Overall, our studies established the relation between the expression of miRNA-542-3p and clinicopathological parameters of HCC. miRNA-542-3p expression level was lower in the HCC tissues than in the corresponding noncancerous tissues, and clinicopathological parameters like tumor differentiation, portal invasion, and tumor size were closely related to its expression. Low miRNA-542-3p led to poor prognosis; it increased the probability of a malignant phenotype and worse prognostic phenotype. Accordingly, we confirmed that miRNA-542-3p can act as a prognostic biomarker of HCC. Furthermore, our results from various in vitro experiments supported a tumor suppressor role for miRNA-542-3p in HCC. Moreover, our study provided the first evidence indicating that the miRNA-542-3p expression is closely related to HCC clinical features. Additionally, we also confirmed that the miRNA-542-3p can be a good biomarker to diagnose HCC. Nevertheless, although important findings were revealed by our study, the specific mechanistic roles played by miRNA-542-3p in the development of HCC have not been clarified. Future studies should focus on deciphering the specific functions of miRNA-542-3p in more detail to help identify effective therapeutic targets.

Conflicts of Interest

The authors declare no conflict of interest.

Authors’ Contributions

Xi Chen conceived, designed, and performed the experiments, analyzed the data, and wrote the manuscript.

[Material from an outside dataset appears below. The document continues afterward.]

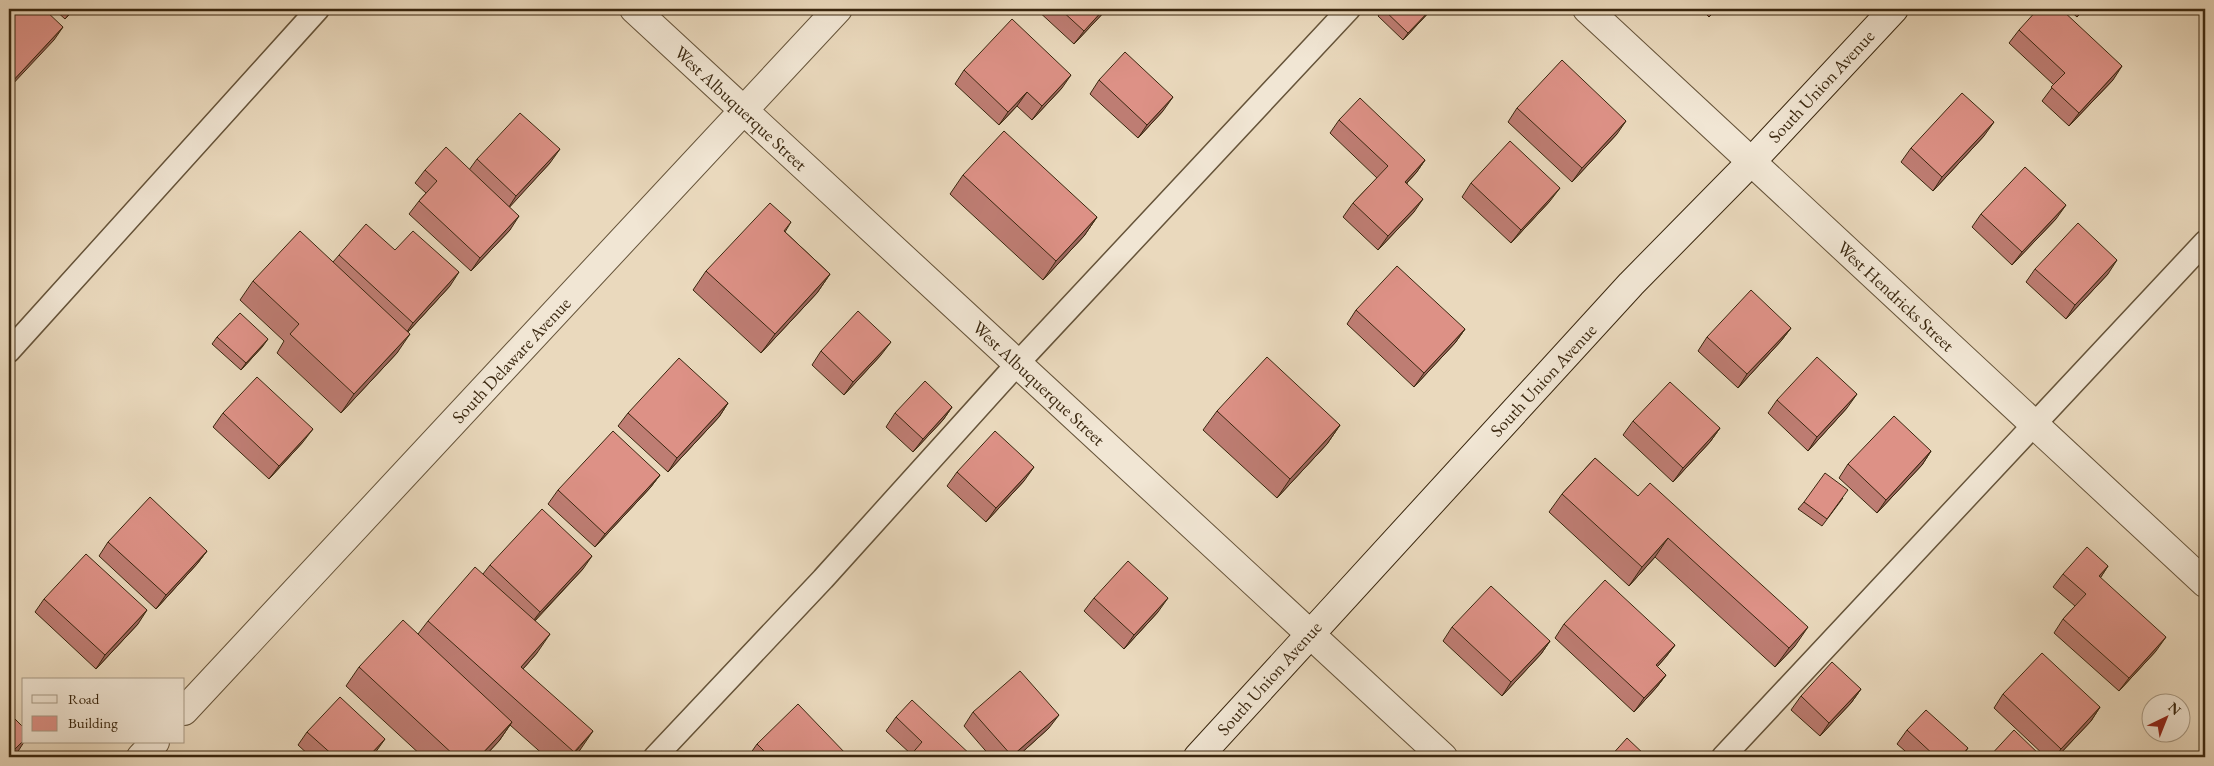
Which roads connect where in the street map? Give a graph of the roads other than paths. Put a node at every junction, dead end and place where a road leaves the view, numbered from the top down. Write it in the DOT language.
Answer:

Qi Zhang, Weijie Ma, Tian Lan, and Zhenfei Hong participated in the experiments and the revision of the draft. Yufeng Yuan contributed to the conception and design and revised the manuscript. All authors read and approved the final manuscript.

Acknowledgments

Our work was supported by Hubei Province Health and Family Planning Scientific Research Project (WJ2017Z007).